Command Agriculture in this case specifically seeks to boost maize production because it is the country’s staple food. Its success will translate to savings in foreign currency that would normally be required for food imports.

In the case of wheat, Command Agriculture is targeting 400 000 tonnes of the crop this year. If achieved, the production will exceed national demand by 15 000tonnes. The programme is administered under a financial services sector-led commercial contract farming model.

What informs the financial services contract farming model is that a 2017 analysis by the Ministry of Finance showed that Command Agriculture loan recoveries were at 66 percent, while Command Agriculture Revolving Fund registered repayments of US$47.4million in loan recoveries from farmers against an anticipated target of US$72 million.

The ministry noted that out of the 50 000 farmers contracted to produce maize under Command Agriculture, 33 percent fully paid their loan obligation, while 22 percent partially paid their obligation. Recoveries were made against deliveries to the Grain Marketing Board.

Then in recent weeks there was the launch of John Deere tractors scheme, where farmers who can demonstrate capacity to repay for the machinery through banks can access the agricultural equipment, enabling them to ramp up agricultural production, to the extent the country is not only self-sufficient, but is capable of exporting the excess production.

The scheme involves 1 300 tractors and 80 combine harvesters, adding to the existing equipment. One of the challenges that has hampered wheat production has been insufficient combine harvesters. The result has been that harvesting of winter wheat has been late, leading to losses that affect overall production.

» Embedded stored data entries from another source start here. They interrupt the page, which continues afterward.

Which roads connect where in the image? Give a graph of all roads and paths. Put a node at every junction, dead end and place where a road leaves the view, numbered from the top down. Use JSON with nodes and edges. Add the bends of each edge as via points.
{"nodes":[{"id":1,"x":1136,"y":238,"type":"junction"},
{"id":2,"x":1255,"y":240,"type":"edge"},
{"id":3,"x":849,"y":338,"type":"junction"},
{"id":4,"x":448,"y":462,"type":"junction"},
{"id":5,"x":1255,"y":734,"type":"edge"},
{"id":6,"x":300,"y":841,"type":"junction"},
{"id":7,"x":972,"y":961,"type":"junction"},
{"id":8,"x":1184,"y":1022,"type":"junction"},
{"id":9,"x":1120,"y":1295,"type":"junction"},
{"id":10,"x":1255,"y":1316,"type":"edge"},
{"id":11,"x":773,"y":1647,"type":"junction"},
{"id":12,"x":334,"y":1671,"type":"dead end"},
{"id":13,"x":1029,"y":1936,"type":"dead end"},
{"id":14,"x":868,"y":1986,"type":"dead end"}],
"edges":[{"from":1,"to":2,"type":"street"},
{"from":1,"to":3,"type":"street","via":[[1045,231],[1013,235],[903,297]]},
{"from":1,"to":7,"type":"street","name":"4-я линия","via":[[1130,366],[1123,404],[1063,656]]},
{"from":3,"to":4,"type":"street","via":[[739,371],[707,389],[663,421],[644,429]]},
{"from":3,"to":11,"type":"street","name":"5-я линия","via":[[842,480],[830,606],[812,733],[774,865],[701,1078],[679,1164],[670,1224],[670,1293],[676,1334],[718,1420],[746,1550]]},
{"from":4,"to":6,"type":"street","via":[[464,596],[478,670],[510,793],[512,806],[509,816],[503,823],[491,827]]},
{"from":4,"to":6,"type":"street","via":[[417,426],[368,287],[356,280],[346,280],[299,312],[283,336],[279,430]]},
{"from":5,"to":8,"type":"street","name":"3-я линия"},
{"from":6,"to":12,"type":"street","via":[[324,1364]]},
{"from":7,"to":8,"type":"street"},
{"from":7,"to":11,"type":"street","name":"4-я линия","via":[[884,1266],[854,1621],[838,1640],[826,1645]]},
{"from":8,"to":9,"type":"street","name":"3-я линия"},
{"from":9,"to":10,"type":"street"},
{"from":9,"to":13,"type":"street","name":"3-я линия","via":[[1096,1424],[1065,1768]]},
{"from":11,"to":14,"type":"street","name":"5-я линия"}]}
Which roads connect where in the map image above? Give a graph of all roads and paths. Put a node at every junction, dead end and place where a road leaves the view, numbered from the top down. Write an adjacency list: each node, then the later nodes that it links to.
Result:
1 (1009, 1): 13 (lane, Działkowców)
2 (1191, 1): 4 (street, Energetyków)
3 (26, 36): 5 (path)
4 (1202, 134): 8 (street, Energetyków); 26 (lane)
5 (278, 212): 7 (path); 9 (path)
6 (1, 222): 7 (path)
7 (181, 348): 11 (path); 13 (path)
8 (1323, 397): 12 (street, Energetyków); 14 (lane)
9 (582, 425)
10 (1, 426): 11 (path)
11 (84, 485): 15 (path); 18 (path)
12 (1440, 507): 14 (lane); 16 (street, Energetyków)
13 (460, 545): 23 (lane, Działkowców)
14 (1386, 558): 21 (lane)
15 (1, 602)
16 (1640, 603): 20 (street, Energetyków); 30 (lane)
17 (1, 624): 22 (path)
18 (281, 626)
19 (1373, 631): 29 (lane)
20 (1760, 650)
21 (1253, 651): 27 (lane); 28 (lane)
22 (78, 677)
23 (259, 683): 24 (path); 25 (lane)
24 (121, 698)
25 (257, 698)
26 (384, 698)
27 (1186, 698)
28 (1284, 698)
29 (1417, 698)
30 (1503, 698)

Last week saw the distribution of the first batch of 500 motorbikes for agricultural extension officers. The programme earmarks 5 000 motorbikes, which will enable the extension officers to conduct their work more effectively, multiplying the number of farmers the extension officers can reach and advise.

This will increase their mobility and therefore be able to extend areas of their coverage. The results can only be improved yields and increased productivity.

While the motorbikes will be distributed to extension officers, some will be allocated to agricultural training colleges to enhance student training.

Last week also witnessed another Government initiative to ensure farmers have ready inputs. This is in the form of a facility for the importation of fertiliser duty-free ahead of the 2020/2021 agricultural season.

If these measures are properly pursued, and if they are guided by previous attempts at addressing the challenges faced by farmers in responding to calls to increase agricultural productivity, Zimbabwe will certainly be on the path to transforming its agricultural sector.

These are the measures that the Government has implemented since 2017. The sector, therefore, needs to demonstrate that it can rise to the challenge and set the country on the way to reclaiming its erstwhile status as the bread basket of the region.